DENVER, Colorado – On January 1st, 2014, Colorado became the first place anywhere in the world to allow legal marijuana sales to anybody over 21 for any purpose. And as many would expect, these new relaxed laws have created a burgeoning legal marijuana growing, distribution, and retail industry that generates record revenues for the State of Colorado, allowing the Centennial State to turn a surplus through the first quarter of 2014.

But with this new growth comes problems, and one of the most recent has found a solution within the state’s oil industry.

Hickenlooper
Gov. John Hickenlooper

I must say, I didn’t see this one coming. It turns out that there is so much marijuana and marijuana-based products being legally manufactured in Colorado that we are running out of places to store the stuff.

We are currently running a “Please buy and smoke more weed” marketing campaign at universities and colleges across the state. Farmers are allowing us to use empty grain bins, but we just can’t keep up. – Gov. John Hickenlooper, P.Geo. (we did not make up that name)

According to a report from the Denver Times, Hickenlooper’s state is having an especially hard time keeping up with moving state-locked hash oil volumes through the system.

Upon hearing this news, Jed I. Nite, President and CEO of Dunphy Oil Corp., decided to approach the state to see if it was interested in storing the hash oil in its fully depleted Adena oil reservoirs throughout the state’s Rio Blanco county.

field
The Adena field in SW Colorado

Understanding the immaterial margins being realized by his company’s depleted reservoirs, Mr. Smith figured that his company could allow the state to store its surplus hash oil in the reservoirs.  He was able to secure board of directors’ approval to generate a decent revenue stream by charging the state a fee for both storing and producing the hash oil. But as it turns out, the State of Colorado negotiated a royalty that more than offset the fees that the company was charging.

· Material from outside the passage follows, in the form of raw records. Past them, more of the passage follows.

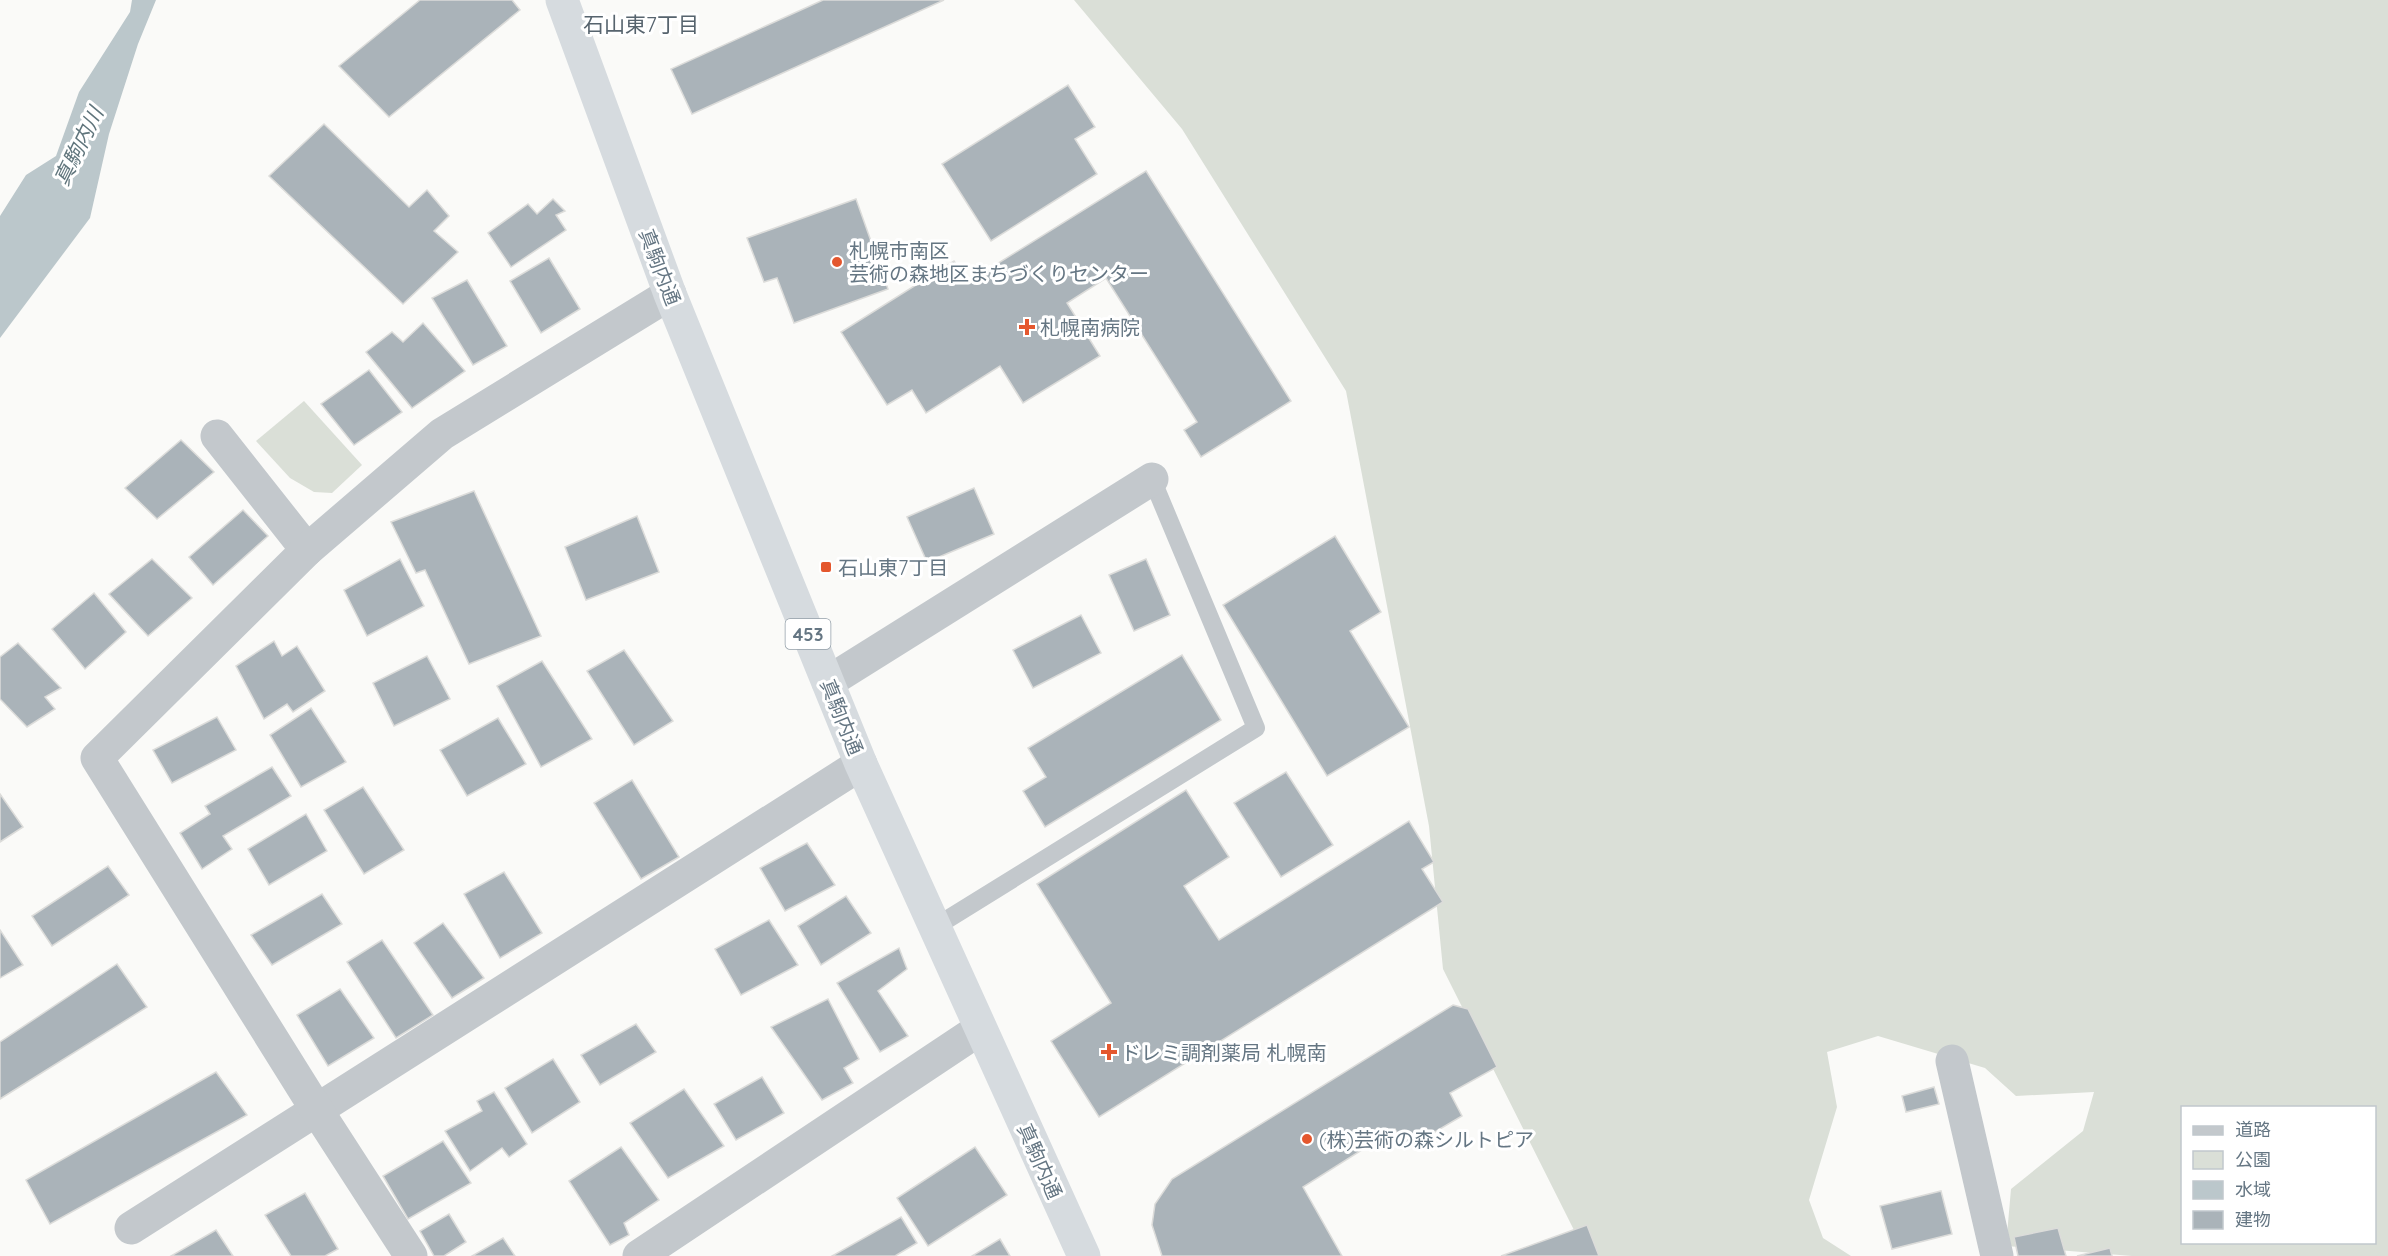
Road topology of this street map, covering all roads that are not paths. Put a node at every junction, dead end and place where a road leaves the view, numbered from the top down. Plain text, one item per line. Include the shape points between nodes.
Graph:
1 (562, 0) edge
2 (670, 294) junction
3 (217, 436) dead end
4 (1152, 479) joint
5 (308, 550) junction
6 (828, 682) junction
7 (861, 764) junction
8 (935, 927) junction
9 (980, 1029) junction
10 (1952, 1061) dead end
11 (318, 1112) junction
12 (131, 1228) dead end
13 (411, 1256) edge
14 (639, 1256) edge
15 (1084, 1256) edge
16 (1997, 1256) edge

1 - 2 highway, 真駒内通 / 453
2 - 5 street via 442,434
2 - 6 highway, 真駒内通 / 453
3 - 5 street
4 - 6 street
4 - 8 lane via 1256,728
5 - 11 street via 97,758
6 - 7 highway, 真駒内通 / 453
7 - 8 highway, 真駒内通 / 453
7 - 11 street
8 - 9 highway, 真駒内通 / 453
9 - 14 street
9 - 15 highway, 真駒内通 / 453
10 - 16 street
11 - 12 street
11 - 13 street

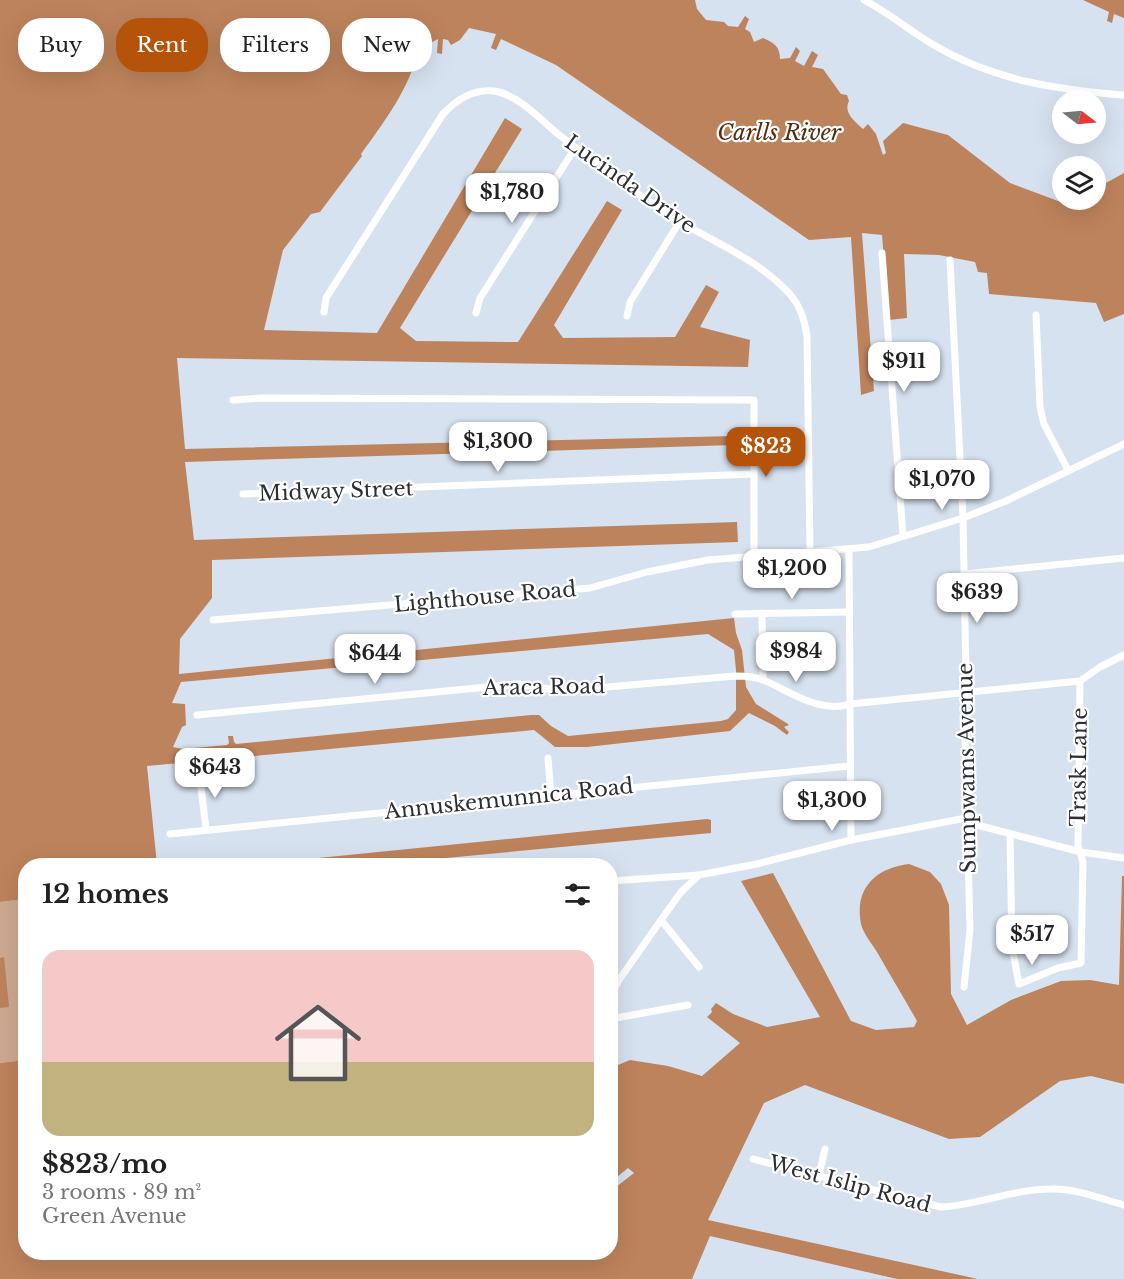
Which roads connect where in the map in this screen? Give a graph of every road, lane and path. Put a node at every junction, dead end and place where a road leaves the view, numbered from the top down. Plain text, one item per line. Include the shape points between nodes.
1 (864, 0) edge
2 (1124, 95) edge
3 (575, 148) junction
4 (680, 221) junction
5 (882, 253) dead end
6 (950, 260) dead end
7 (324, 312) dead end
8 (476, 313) dead end
9 (1036, 315) dead end
10 (627, 316) dead end
11 (233, 400) dead end
12 (1124, 444) edge
13 (1068, 470) junction
14 (753, 474) junction
15 (243, 494) dead end
16 (963, 518) junction
17 (903, 536) junction
18 (849, 550) junction
19 (810, 553) junction
20 (754, 556) junction
21 (1124, 558) edge
22 (964, 574) junction
23 (849, 612) junction
24 (762, 613) junction
25 (735, 614) dead end
26 (213, 620) dead end
27 (1124, 655) edge
28 (763, 679) junction
29 (1080, 681) junction
30 (965, 692) junction
31 (850, 704) junction
32 (197, 715) dead end
33 (548, 758) dead end
34 (849, 766) junction
35 (199, 771) dead end
36 (551, 796) junction
37 (966, 818) junction
38 (206, 829) junction
39 (170, 834) dead end
40 (1010, 834) junction
41 (851, 840) junction
42 (1081, 852) junction
43 (1124, 858) edge
44 (699, 875) junction
45 (618, 880) edge
46 (661, 920) junction
47 (699, 967) dead end
48 (618, 982) edge
49 (964, 987) dead end
50 (688, 1005) dead end
51 (618, 1018) edge
52 (825, 1149) dead end
53 (753, 1159) dead end
54 (819, 1175) junction
55 (1124, 1204) edge

1 - 2 street via 935,46 972,64 1062,90
3 - 4 street, Lucinda Drive
3 - 7 street, Lucinda Drive via 511,97 484,90 454,102 326,298
3 - 8 street via 480,298
4 - 10 street via 630,302
4 - 19 street, Lucinda Drive via 770,275 797,303 804,317
5 - 17 street
6 - 16 street, Sumpwams Avenue
9 - 13 street via 1040,408
11 - 14 street via 754,400
12 - 13 street, Lighthouse Road
13 - 16 street, Lighthouse Road
14 - 15 street, Midway Street
14 - 20 street
16 - 17 street, Lighthouse Road
16 - 22 street, Sumpwams Avenue
17 - 18 street, Lighthouse Road
18 - 19 street, Lighthouse Road
18 - 23 street
19 - 20 street, Lighthouse Road
20 - 26 street, Lighthouse Road via 675,566 590,588
21 - 22 street
22 - 30 street, Sumpwams Avenue
23 - 24 street
23 - 31 street
24 - 25 street
24 - 28 street
27 - 29 street
28 - 31 street, Araca Road via 815,703
28 - 32 street, Araca Road via 735,676 561,691 519,684
29 - 30 street, Araca Road
29 - 42 street, Trask Lane
30 - 31 street, Araca Road
30 - 37 street, Sumpwams Avenue
31 - 34 street
33 - 36 street
34 - 36 street, Annuskemunnica Road
34 - 41 street
35 - 38 street
36 - 38 street, Annuskemunnica Road
37 - 40 street
37 - 41 street
37 - 49 street, Sumpwams Avenue via 969,930
38 - 39 street, Annuskemunnica Road
40 - 42 street
40 - 42 street, Trask Lane via 1012,946 1019,984 1081,963
41 - 44 street
42 - 43 street
44 - 45 street
44 - 46 street
46 - 47 street
46 - 48 street
50 - 51 street
52 - 54 street
53 - 54 street, West Islip Road
54 - 55 street, West Islip Road via 941,1207 1052,1189

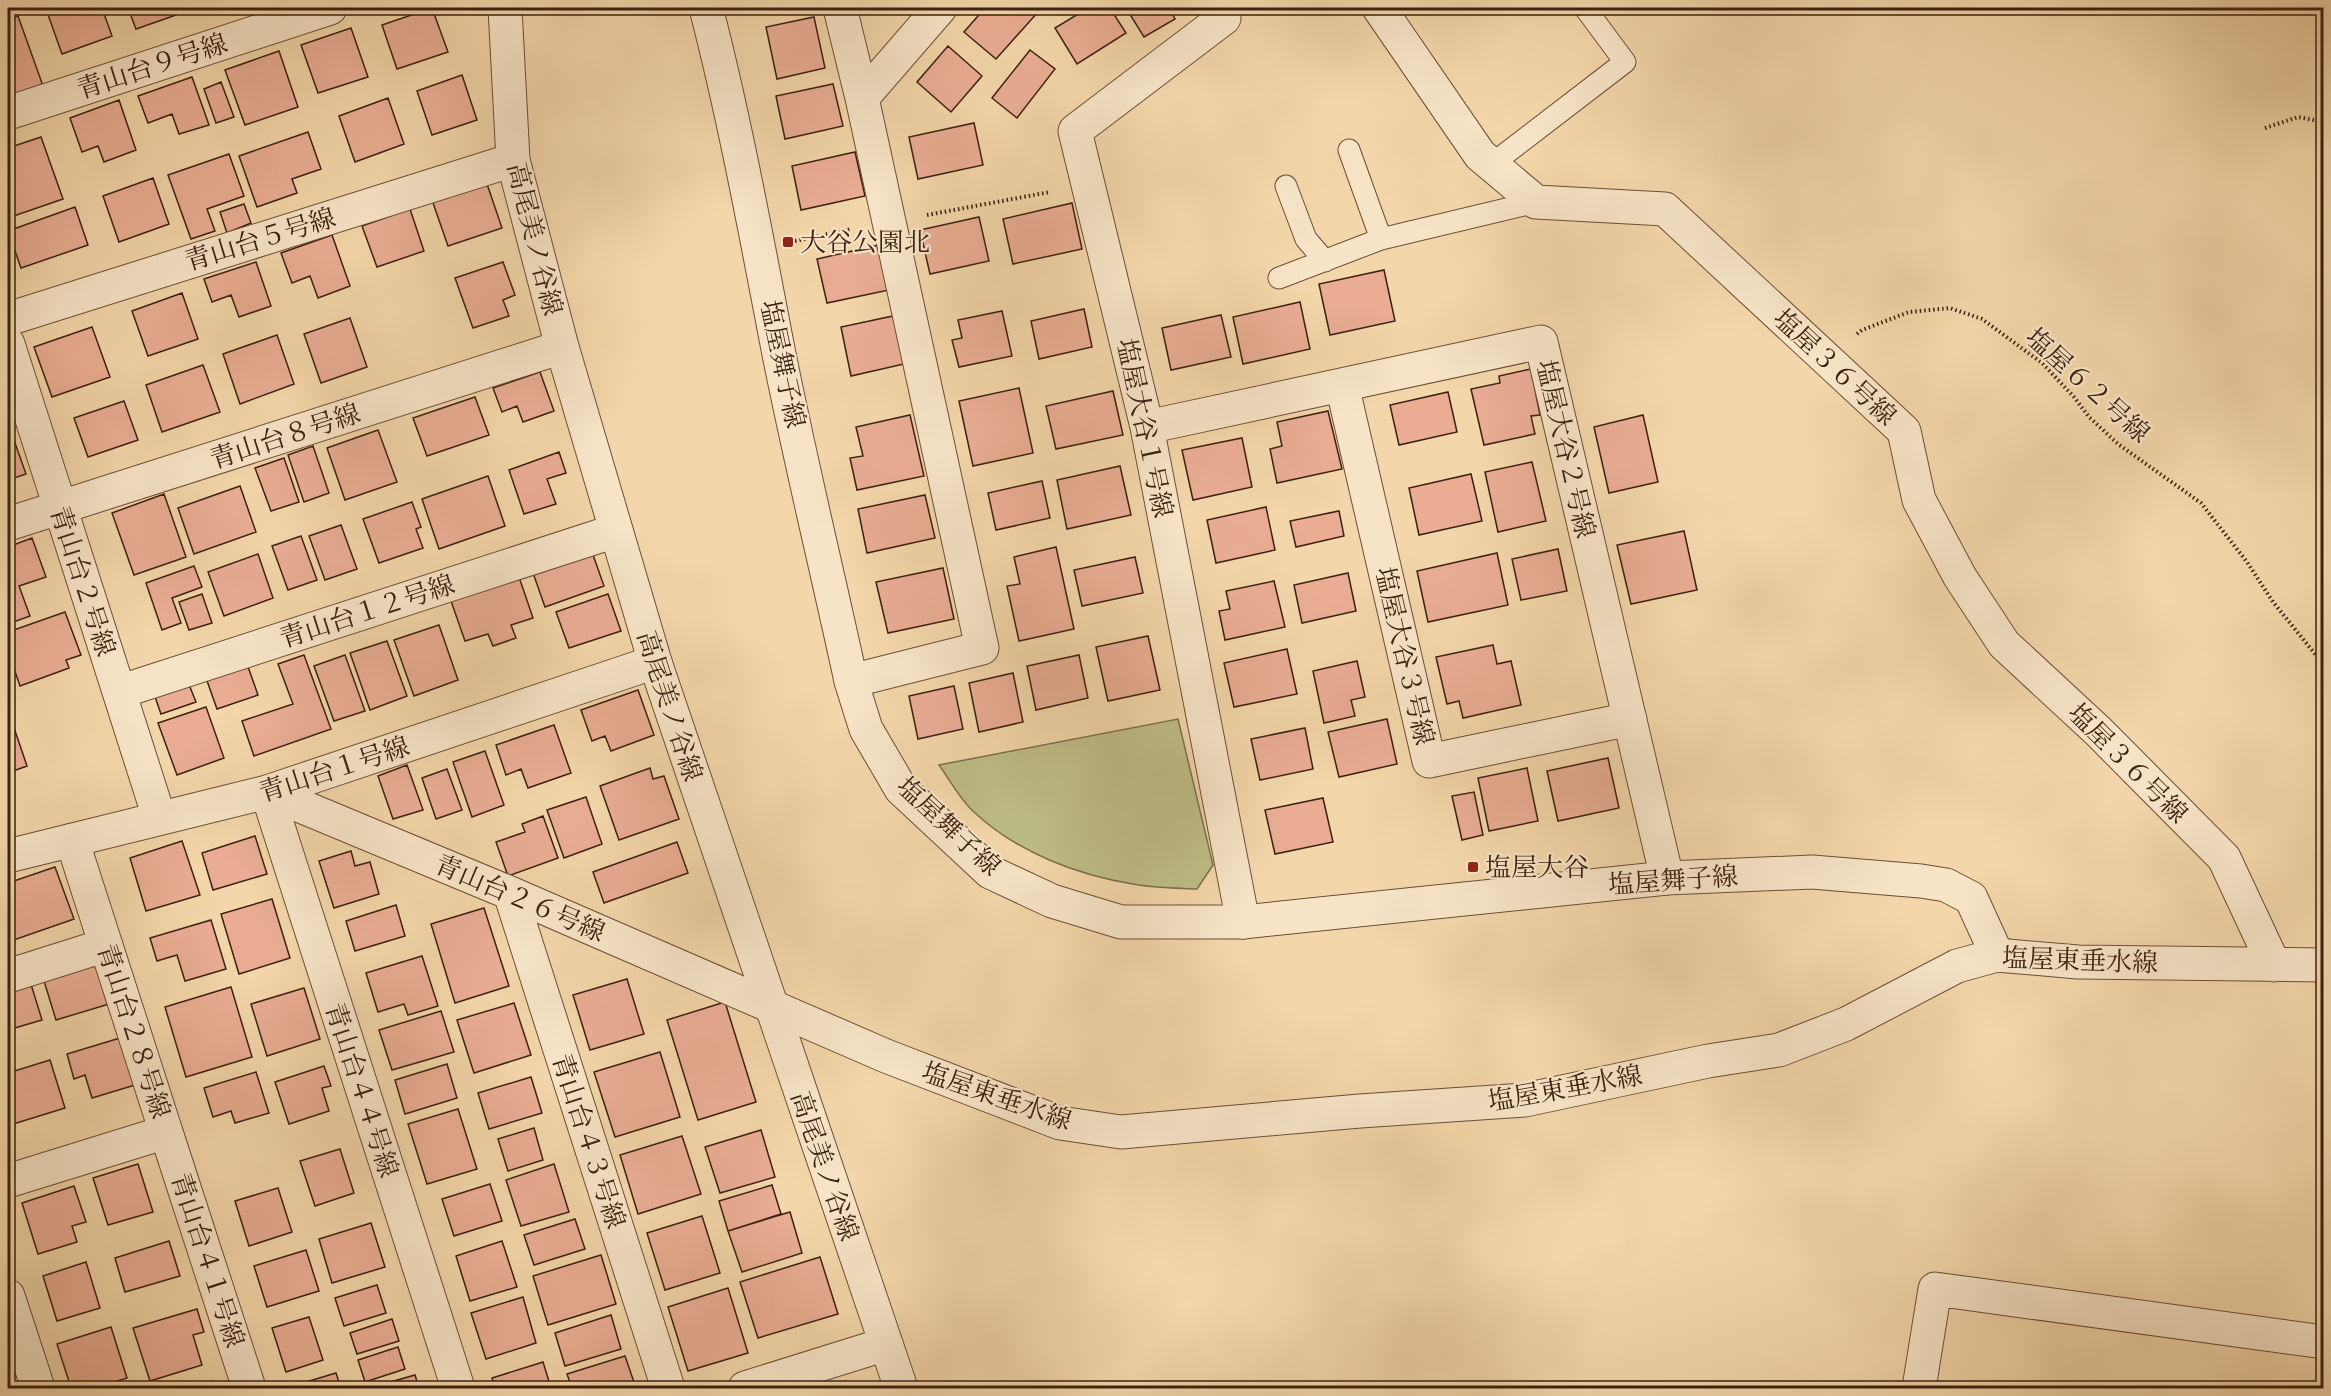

The reservoir engineer in charge of the project feels that the plan is not only possible, but a very good idea.

Daniel Calcul
Daniel Calcul

I was looking at the injectivity of some of our old vertical wells through our abandoned Adena field, and we should be able to get at least 1200 barrels of hash oil per day into the Parachute Creek formation. The reservoir is water-wet, so I have little concern that the hash oil will stick to the pore surfaces, however, I do expect there to be a non-zero residual has oil saturation. – Danny Calcul, reservoir engineer

 

Gringo Loco Energy, based out of neighboring Farmington, New Mexico, has already announced plans to edge-drill Dunphy Oil’s Adena field once the hash oil storage plan is fully operational. Gringo Loco claims that the fence-line drilling program along the Colorado-New Mexico border has nothing to do with the plentiful hash oil that is going to be stored there.